Studio album by Jaheim
- Released: February 13, 2006
- Genre: R&B
- Length: 42:52
- Label: Divine Mill; Warner Bros.;
- Producer: Terence Abney; Balewa; Bernard Belle; Bink!; Boola; The Co-Stars; Eddie F; Wesley Hogges; KayGee; Darren Lighty; Scott Storch; T.O.; Eric Williams;

Jaheim chronology
| Still Ghetto (2002) | Ghetto Classics (2006) | The Makings of a Man (2007) |

Singles from Ghetto Classics
- "Everytime I Think About Her" Released: 2005; "The Chosen One" Released: 2006; "I Ain't Never" Released: 2006;

= Ghetto Classics =

Ghetto Classics is the third studio album by American R&B singer Jaheim. It was released by Warner Bros. Records on February 13, 2006 in the United States, and the following day in the United Kingdom on February 14. As with his previous albums, production and songwriting duties were handled by former Naughty by Nature DJ KayGee as well as Terence "Tramp Baby" Abney, Darren Lighty, Eddie F, Bink, Scott Storch, Balewa Muhammad, Wesley Hogges, Eric Williams, and The Co-Stars.
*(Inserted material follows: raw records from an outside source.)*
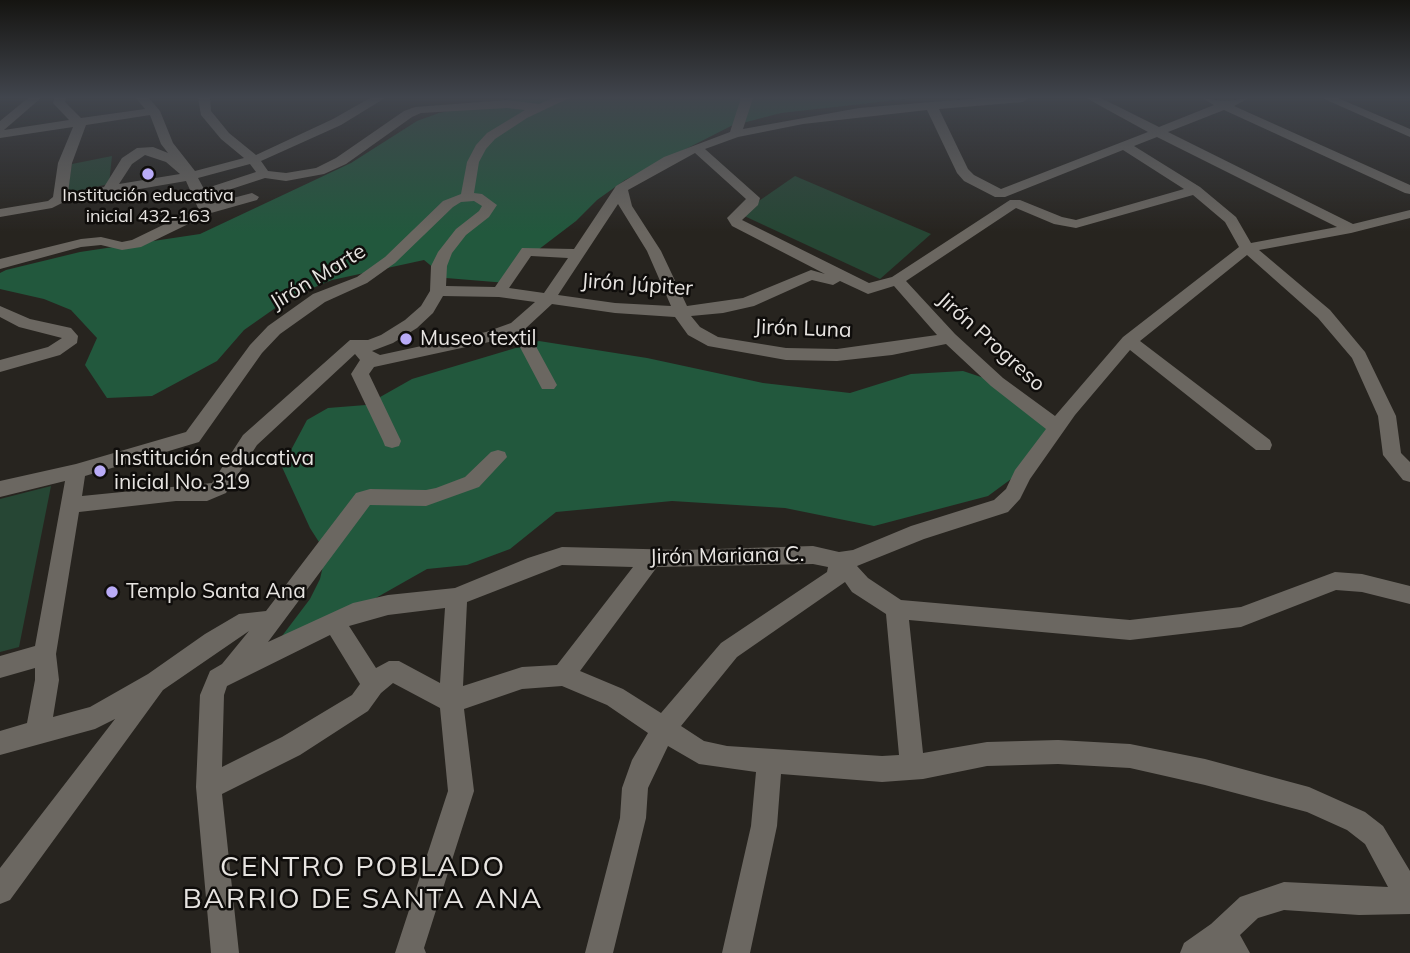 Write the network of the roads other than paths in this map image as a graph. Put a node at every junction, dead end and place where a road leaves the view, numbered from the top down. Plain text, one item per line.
1 (73, 142) edge
2 (166, 142) edge
3 (235, 142) edge
4 (294, 142) edge
5 (367, 142) edge
6 (486, 142) edge
7 (711, 142) edge
8 (949, 142) edge
9 (1131, 142) edge
10 (1179, 142) edge
11 (1303, 142) edge
12 (1124, 145) junction
13 (696, 148) junction
14 (253, 159) junction
15 (264, 174) junction
16 (190, 176) junction
17 (621, 189) junction
18 (109, 190) junction
19 (1195, 190) junction
20 (1410, 190) edge
21 (1000, 194) junction
22 (199, 195) junction
23 (252, 197) dead end
24 (467, 197) junction
25 (60, 199) junction
26 (1015, 203) junction
27 (206, 210) junction
28 (0, 213) edge
29 (1410, 214) edge
30 (1351, 229) junction
31 (1247, 248) junction
32 (578, 254) junction
33 (0, 264) edge
34 (897, 280) junction
35 (868, 289) junction
36 (438, 290) junction
37 (499, 292) junction
38 (548, 299) junction
39 (0, 311) edge
40 (681, 312) junction
41 (517, 327) junction
42 (949, 338) junction
43 (1129, 341) junction
44 (356, 344) junction
45 (371, 361) junction
46 (0, 366) edge
47 (548, 385) dead end
48 (1056, 427) junction
49 (392, 441) dead end
50 (1263, 445) dead end
51 (498, 457) dead end
52 (76, 471) junction
53 (1410, 474) edge
54 (0, 489) edge
55 (70, 505) junction
56 (653, 557) junction
57 (839, 561) junction
58 (1410, 594) edge
59 (456, 597) junction
60 (897, 610) junction
61 (334, 622) junction
62 (268, 626) junction
63 (45, 654) junction
64 (0, 667) edge
65 (230, 671) junction
66 (563, 675) junction
67 (156, 682) junction
68 (373, 685) junction
69 (451, 702) junction
70 (664, 728) junction
71 (38, 732) junction
72 (0, 743) edge
73 (769, 763) junction
74 (912, 766) junction
75 (209, 787) junction
76 (0, 890) edge
77 (1410, 899) edge
78 (1228, 944) edge
79 (225, 953) edge
80 (410, 953) edge
81 (599, 953) edge
82 (736, 953) edge
83 (1194, 953) edge

1 - 25 street
2 - 16 street
3 - 14 street
4 - 14 street
5 - 15 street
6 - 24 street
7 - 13 street
8 - 21 street
9 - 12 street
10 - 30 street
11 - 20 street
12 - 19 street
12 - 21 street
13 - 17 street
13 - 35 street
14 - 15 street
14 - 16 street
15 - 22 street
16 - 18 street
16 - 18 street
16 - 22 street
17 - 32 street
17 - 40 street, Jirón Luna
18 - 25 street
19 - 26 street
19 - 31 street
21 - 26 street
22 - 27 street
23 - 27 street
24 - 36 street
24 - 52 street, Jirón Marte
25 - 28 street
26 - 34 street
27 - 33 street
29 - 30 street, Jirón Mariana C.
30 - 31 street, Jirón Mariana C.
31 - 43 street, Jirón Mariana C.
31 - 53 street
32 - 37 street
32 - 38 street
34 - 35 street
34 - 42 street, Jirón Progreso
35 - 40 street, Jirón Júpiter
36 - 37 street, Jirón Júpiter
36 - 44 street
37 - 38 street, Jirón Júpiter
38 - 40 street, Jirón Júpiter
38 - 41 street
39 - 46 street
40 - 42 street, Jirón Luna
41 - 45 street
41 - 47 street
42 - 48 street, Jirón Progreso
43 - 48 street, Jirón Mariana C.
43 - 50 street
44 - 45 street
44 - 55 street
45 - 49 street
48 - 57 street, Jirón Mariana C.
51 - 62 street
52 - 54 street, Jirón Marte
52 - 55 street
55 - 63 street
56 - 57 street, Jirón Mariana C.
56 - 59 street, Jirón Mariana C.
56 - 66 street
57 - 60 street
57 - 70 street
58 - 60 street
59 - 61 street, Jirón Mariana C.
59 - 69 street
60 - 74 street
61 - 65 street, Jirón Mariana C.
61 - 68 street
62 - 65 street
62 - 67 street
63 - 64 street
63 - 71 street
65 - 75 street
66 - 69 street
66 - 70 street
67 - 71 street
67 - 76 street
68 - 69 street
68 - 75 street
69 - 80 street
70 - 73 street
70 - 81 street
71 - 72 street
73 - 74 street
73 - 82 street
74 - 77 street
75 - 79 street
77 - 78 street
78 - 83 street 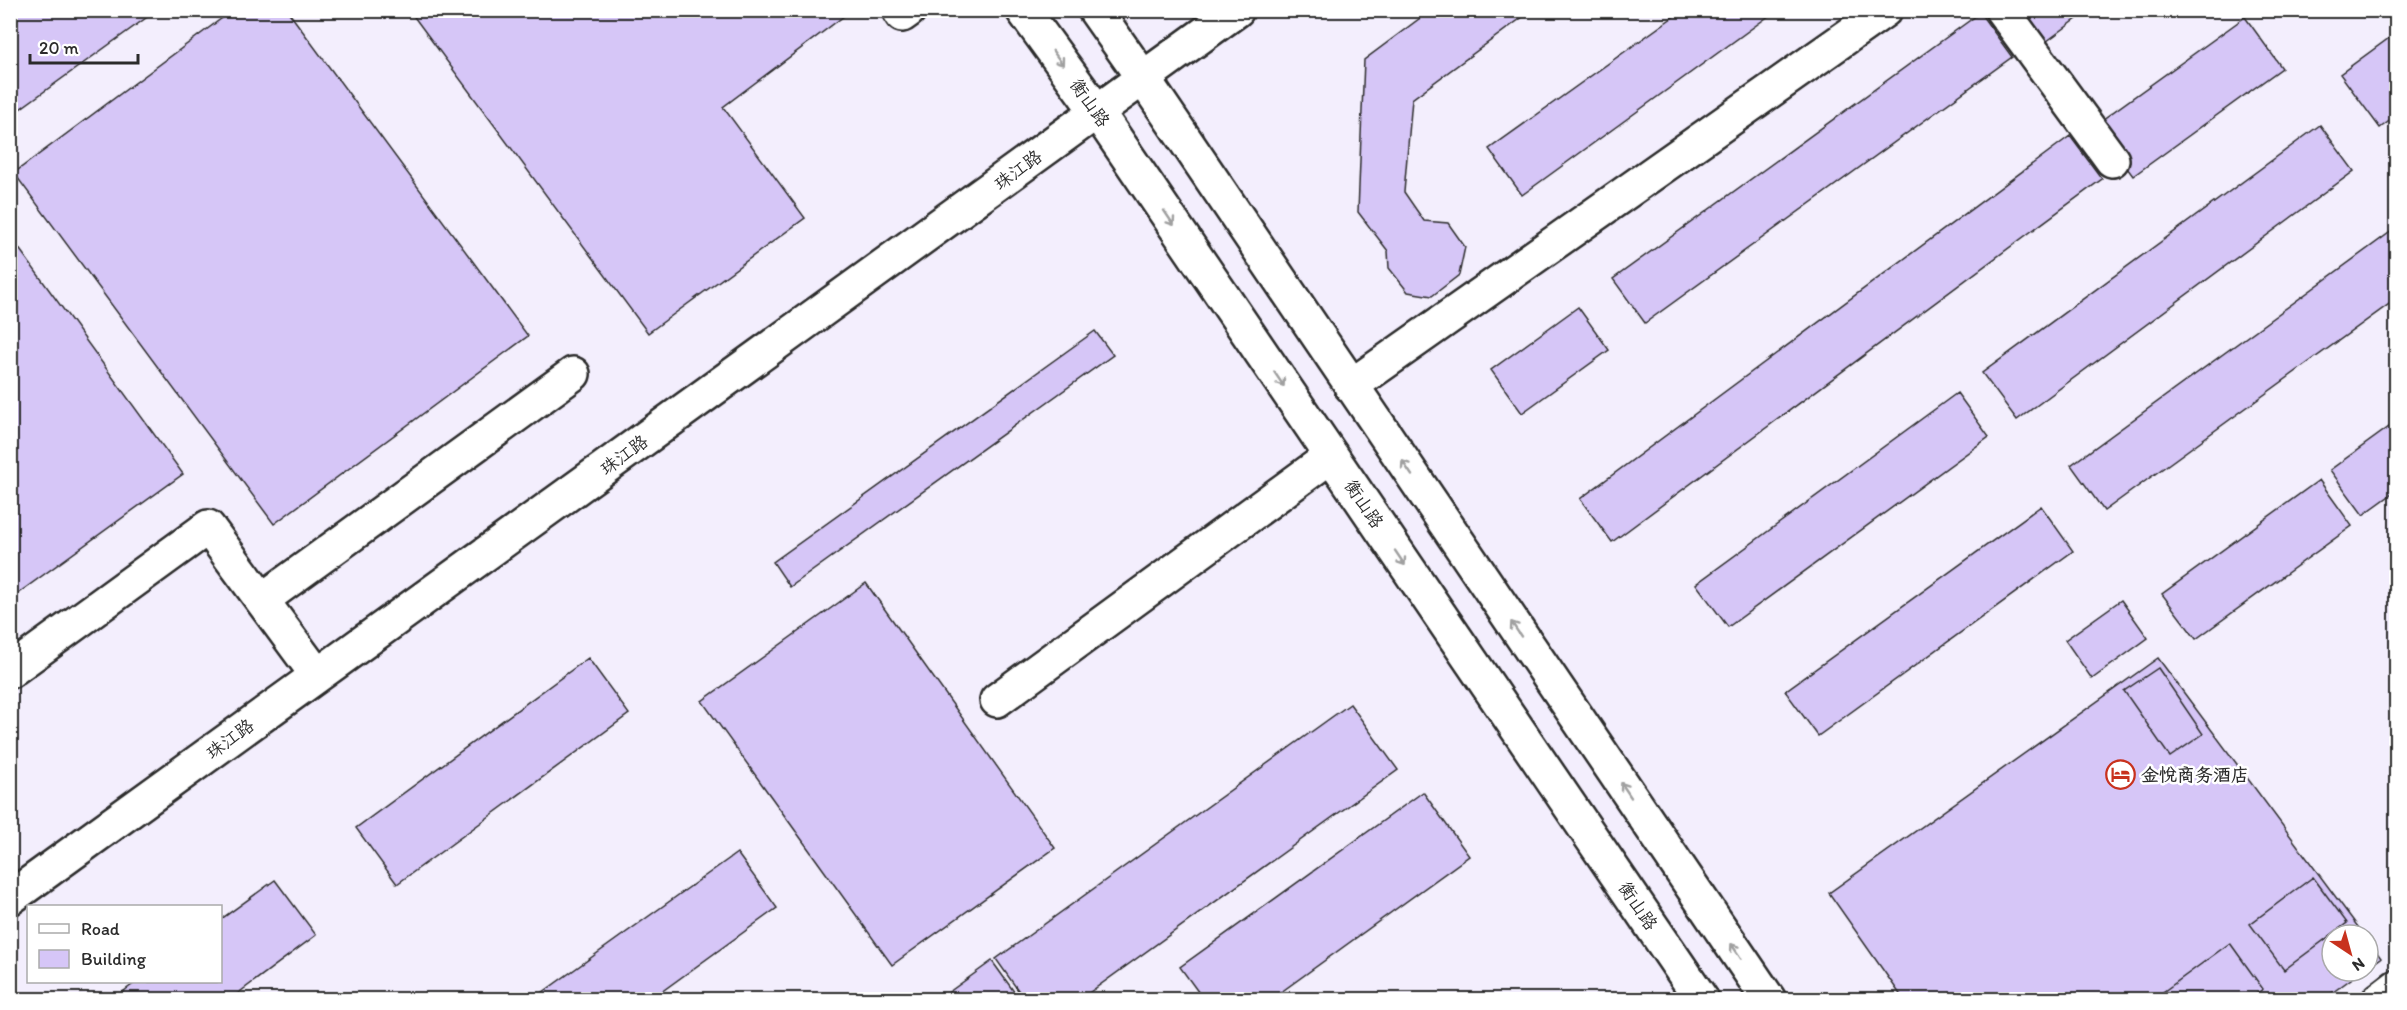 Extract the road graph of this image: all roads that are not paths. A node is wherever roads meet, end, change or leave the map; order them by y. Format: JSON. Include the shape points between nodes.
{"nodes":[{"id":1,"x":899,"y":10,"type":"edge"},
{"id":2,"x":909,"y":10,"type":"edge"},
{"id":3,"x":1023,"y":10,"type":"edge"},
{"id":4,"x":1095,"y":10,"type":"edge"},
{"id":5,"x":1237,"y":10,"type":"edge"},
{"id":6,"x":1885,"y":10,"type":"edge"},
{"id":7,"x":2001,"y":10,"type":"edge"},
{"id":8,"x":1143,"y":78,"type":"junction"},
{"id":9,"x":1098,"y":113,"type":"junction"},
{"id":10,"x":2112,"y":160,"type":"dead end"},
{"id":11,"x":573,"y":374,"type":"dead end"},
{"id":12,"x":1351,"y":386,"type":"junction"},
{"id":13,"x":1331,"y":456,"type":"junction"},
{"id":14,"x":262,"y":600,"type":"junction"},
{"id":15,"x":10,"y":671,"type":"edge"},
{"id":16,"x":318,"y":675,"type":"junction"},
{"id":17,"x":997,"y":700,"type":"dead end"},
{"id":18,"x":10,"y":898,"type":"edge"},
{"id":19,"x":2397,"y":987,"type":"edge"},
{"id":20,"x":1702,"y":999,"type":"edge"},
{"id":21,"x":1769,"y":999,"type":"edge"},
{"id":22,"x":2379,"y":999,"type":"edge"}],
"edges":[{"from":1,"to":2,"type":"street","via":[[902,15]]},
{"from":3,"to":9,"type":"street","name":"衡山路","one_way":true},
{"from":4,"to":8,"type":"street"},
{"from":5,"to":8,"type":"street","name":"珠江路"},
{"from":6,"to":12,"type":"street"},
{"from":7,"to":10,"type":"street"},
{"from":8,"to":9,"type":"street","name":"珠江路"},
{"from":8,"to":12,"type":"street"},
{"from":9,"to":13,"type":"street","name":"衡山路","one_way":true},
{"from":9,"to":16,"type":"street","name":"珠江路"},
{"from":11,"to":14,"type":"street"},
{"from":21,"to":12,"type":"street","one_way":true},
{"from":13,"to":17,"type":"street"},
{"from":13,"to":20,"type":"street","name":"衡山路","one_way":true},
{"from":14,"to":15,"type":"street","via":[[208,527]]},
{"from":14,"to":16,"type":"street"},
{"from":16,"to":18,"type":"street","name":"珠江路"},
{"from":19,"to":22,"type":"street"}]}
It debuted at number one on both the US Billboard 200 and the Top R&B/Hip-Hop Albums, selling 153,000 copies in its first week of release. Ghetto Classics spawned the moderate hit "Everytime I Think about Her", featuring Jadakiss. Although the album stayed on the album charts for only thirteen weeks, it was certified Gold by the Recording Industry Association of America (RIAA) on March 21, 2006.

==Critical reception==

At Metacritic, which assigns a rated mean out of 100 from mainstream critics, the album received a score of 67, which indicates "generally favorable reviews," based on 13 reviews. Allmusic editor John Bush found that "Ghetto Classics may boast nothing as ambitious as 2002's [single] "Fabulous", and it may amp up the rapper collaborations in search of hits (Jadakiss and Styles P have appearances), but overall very little distracts from the qualities that have made him the most durable talent in commercial yet traditional R&B music [...] The final three songs ditch the samples for straight R&B, and while the absence is missed, it represents an intriguing direction for Jaheim in the future. Classic R&B may seem like just a memory to some, but with artists like Heather Headley and Jaheim in action, it doesn't have to be about the past."

Professional ratings
Aggregate scores
| Source | Rating |
| Metacritic | 67/100 |
Review scores
| Source | Rating |
| About.com | Star Half star |
| AllMusic | Star |
| Entertainment Weekly | C− |
| The Guardian | Star |
| People | Star Half star |
| PopMatters | 5/10 |
| Rolling Stone | Star Half star |
| Stylus Magazine | B− |
| USA Today | Star |
| Vibe | Star |

==Track listing==

Sample credits
- "The Chosen One" contains a sample of the recording "I Choose You" as performed by Willie Hutch.
- "Daddy Thing" contains interpolations from "To Be True" as written by K. Gamble and L. Huff.
- "Like a DJ" contains interpolations from "Time Warp" as written by Eddie Grant.
- "Fiend" contains samples from "I'm Sorry" as performed by The Delfonics.
- "I Ain't Never" contains excerpts "Stay with Me" as performed by Marilyn McCoo and Billy Davis Jr.
- "125th" contains interpolations from "Not On the Outside" as written by Larry Roberts and Sylvia Robinson.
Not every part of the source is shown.